Friday, July 15, 2005
Types
It was 1976, and I was in New Haven interviewing for an internship. The man in the stiff white coat scrutinized me and remarked, "We're looking for the type of resident who would run up three flights of stairs just to listen to the murmur of aortic regurgitation."
I, on the other hand, was the type of candidate who scheduled interviews at obscure and unlikely hospitals in Paterson, New Jersey just to have an excuse to visit the Passaic Falls and the hometown of William Carlos Williams and Alan Ginsberg. There was an important lesson in all this house staff typology that I failed to heed. I was always failing to heed lessons in those days.
I remember that visit to Paterson and the falls. It was November, and cold. The grass above the falls was coated with ice from the mist off the crashing water, each blade so thickly sheathed that it resembled a stubby finger. There was a jumble of trash -- shopping carts and tires -- heaped in the water below. That's about all I remembered. So I pulled out an old journal to flesh out the details.
I discovered that, as was my wont in those overwrought, isolated, miserable, fin-de-medical school days, I'd invested the trip with a heavy dose of symbolic significance. It was to be a pilgrimage. A quest. Something surely awaited me in Paterson that would elucidate the whole messy, unsatisfactory course of my life. Back in Worcester, histrionic as ever, I wrote --
What could I have expected of Paterson that made my first acquaintance with it an experience of acid flung in my eyeballs by a hideously transformed father ? What wing of Dr Williams did I expect to nestle under, finding instead twigs and malnourished arms all bent, oblique and bristling with hostility and strangeness ? Unredeemable ugliness does exist. I had an uncanny feeling of unreality, transitoriness as I moved in the slow, crammed traffic into the city: how could this ugliness be anything more than a dream, a nightmare that some certain sun will soon surely abolish.

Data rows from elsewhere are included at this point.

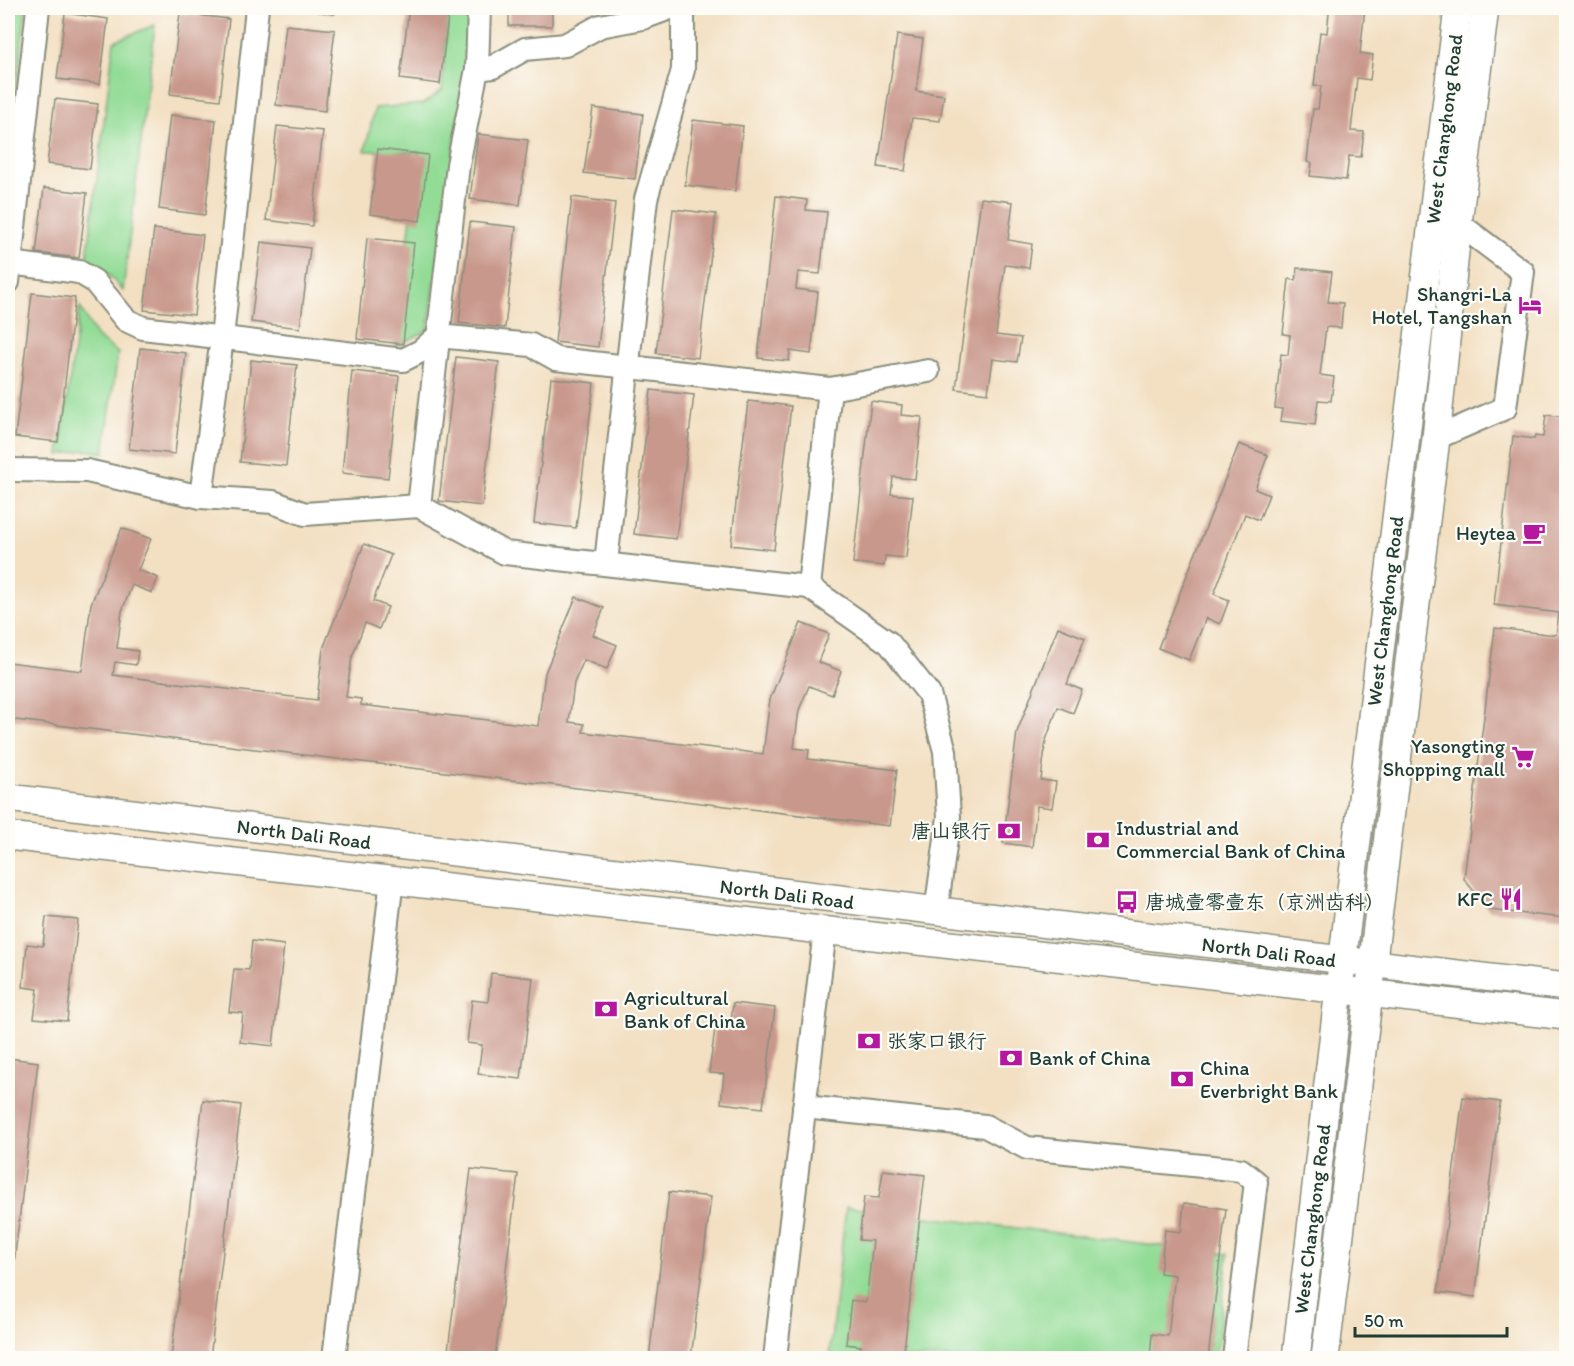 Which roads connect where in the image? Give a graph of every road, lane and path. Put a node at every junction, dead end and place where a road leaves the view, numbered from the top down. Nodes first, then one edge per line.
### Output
1 (38, 8) edge
2 (257, 8) edge
3 (479, 8) edge
4 (670, 8) edge
5 (684, 8) edge
6 (1458, 8) edge
7 (1485, 8) edge
8 (477, 69) junction
9 (1458, 223) junction
10 (9, 273) edge
11 (438, 336) junction
12 (222, 338) junction
13 (627, 367) junction
14 (928, 371) dead end
15 (830, 389) junction
16 (1436, 438) junction
17 (8, 470) edge
18 (201, 497) junction
19 (419, 506) junction
20 (606, 563) junction
21 (809, 587) junction
22 (8, 798) edge
23 (8, 836) edge
24 (392, 880) junction
25 (936, 912) junction
26 (825, 930) junction
27 (1342, 960) junction
28 (1372, 965) junction
29 (1566, 987) edge
30 (1339, 989) junction
31 (1369, 994) junction
32 (1566, 1016) edge
33 (804, 1107) junction
34 (334, 1359) edge
35 (775, 1359) edge
36 (1234, 1359) edge
37 (1296, 1359) edge
38 (1325, 1359) edge

1 - 10 street
2 - 12 street
3 - 8 street
4 - 8 street
5 - 13 street
6 - 27 main road, West Changhong Road
7 - 9 main road, West Changhong Road
8 - 11 street
9 - 16 main road, West Changhong Road
9 - 16 street
10 - 12 street
11 - 12 street
11 - 13 street
11 - 19 street
12 - 18 street
13 - 15 street
13 - 20 street
14 - 15 street
15 - 21 street
16 - 28 main road, West Changhong Road
17 - 18 street
18 - 19 street
19 - 20 street
20 - 21 street
21 - 25 street
22 - 25 main road, North Dali Road
23 - 24 main road, North Dali Road
24 - 26 main road, North Dali Road
24 - 34 street
25 - 27 main road, North Dali Road
26 - 30 main road, North Dali Road
26 - 33 street
27 - 28 main road, North Dali Road
27 - 30 main road, West Changhong Road
28 - 29 main road, North Dali Road
28 - 31 main road, West Changhong Road
30 - 31 main road, North Dali Road
30 - 37 main road, West Changhong Road
31 - 32 main road, North Dali Road
31 - 38 main road, West Changhong Road
33 - 35 street
33 - 36 street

Above the falls thick grass blades, still green, were crusted with ice: these were no delicate slips of rime arching gracefully -- thick stumps of white ice like fingers thrust at all angles, like the fingers of interred supplicants: upthrust, erect, the pitiful supplication of phalloi; women's supplication, subterranean, cloistered, surrounded, dark, cavernous: the sexual landscape grows bizarre...
The peppy nephrologist who interviewd me yesterday said: we are interested in you. It was like a voice floating spectral from the cesspool depths of the Passaic. He seemed bent on proving St. Joseph's a veritable museum of pathology: pheochromocytoma, lupus, two cases of amyloidosis, not to mention the pitiful young man with neurofibromatosis he displayed to me, skin like the rock strewn surface of the moon, unshaven, unkempt, one leg amputated, writhing in bed whining about his weakness. His sisters, fat & silent as mute, paralyzed furies, stared as the doctor forced him to drink water unaided from a cup. A dwarf rambled outside in the corridor.
Outside, Paterson sprawled, sprawled inwardly, concentric, its poverty densening into the central despair. Across from the hospital, the Paterson Limb And Brace Store. Haphazard, dilapidated, its buildings lean and seem to prop each other up: patched, makeshift, fragile, filthy -- neatly a shanty town -- plastered with advertisement, garish lights, signs, countersigns, signals, strange symbols of a dead still born alchemy.
I've edited this David Lynch like scenario, leaving out a gnomic disquisition on my "emasculation, defeminization and reverse transvestitism," and a shrill evocation of The Dead, including my grandparents, a high school classmate, and my "mythical daughter," that builds to the bizarre crescendo, "Walter Piston, chicken Billy, Dmitri Shostakovich, Thomas Merton, all dead, dead, dead !" I recall no particular fondness for the music of the late, American serialist, and please don't ask me about Chicken Billy. I really haven't a clue who or what he is, may he rest in peace.
I remembered the "type of resident who would run up three flights of stairs" the other day as I dashed down the river walk after work, trying to outrace the sinking afternoon sun. I was propelled by a strange sort of love, desire even. I was elated, enthused, certainly not in my usual slightly detached, slightly phlegmatic state. Was this the passionate curiosity that that residency director in New Haven was describing ?
Late the day before I'd spotted a new plant, a whole stand of them, in a shady little nook right next to the path. The tall stalks were densely packed with small, green orchid-like flowers. It was easy to find in Peterson's Field Guide: it, I discovered, is called helleborine. The afternoon I found them had been dark and windy, not the ideal conditions for a tripod-less, rank amateur macro photographer. I'd tried to train the admiring eye of my little lens on the wonderful plant. It had declined, for the most part, to hold still. Then retreated, coy, into shadows, and recoiled, appalled as a deer-in-the-headlights, at the Powershot's unsubtle little flash.
So I returned to try again. And there it was, stiller, brighter, waiting for me. I stood there before the beautiful plant, breathless, as if I'd just run up three flights. It murmured. I closed my eyes and listened carefully with my whole heart. Finally, I'd become that type of resident.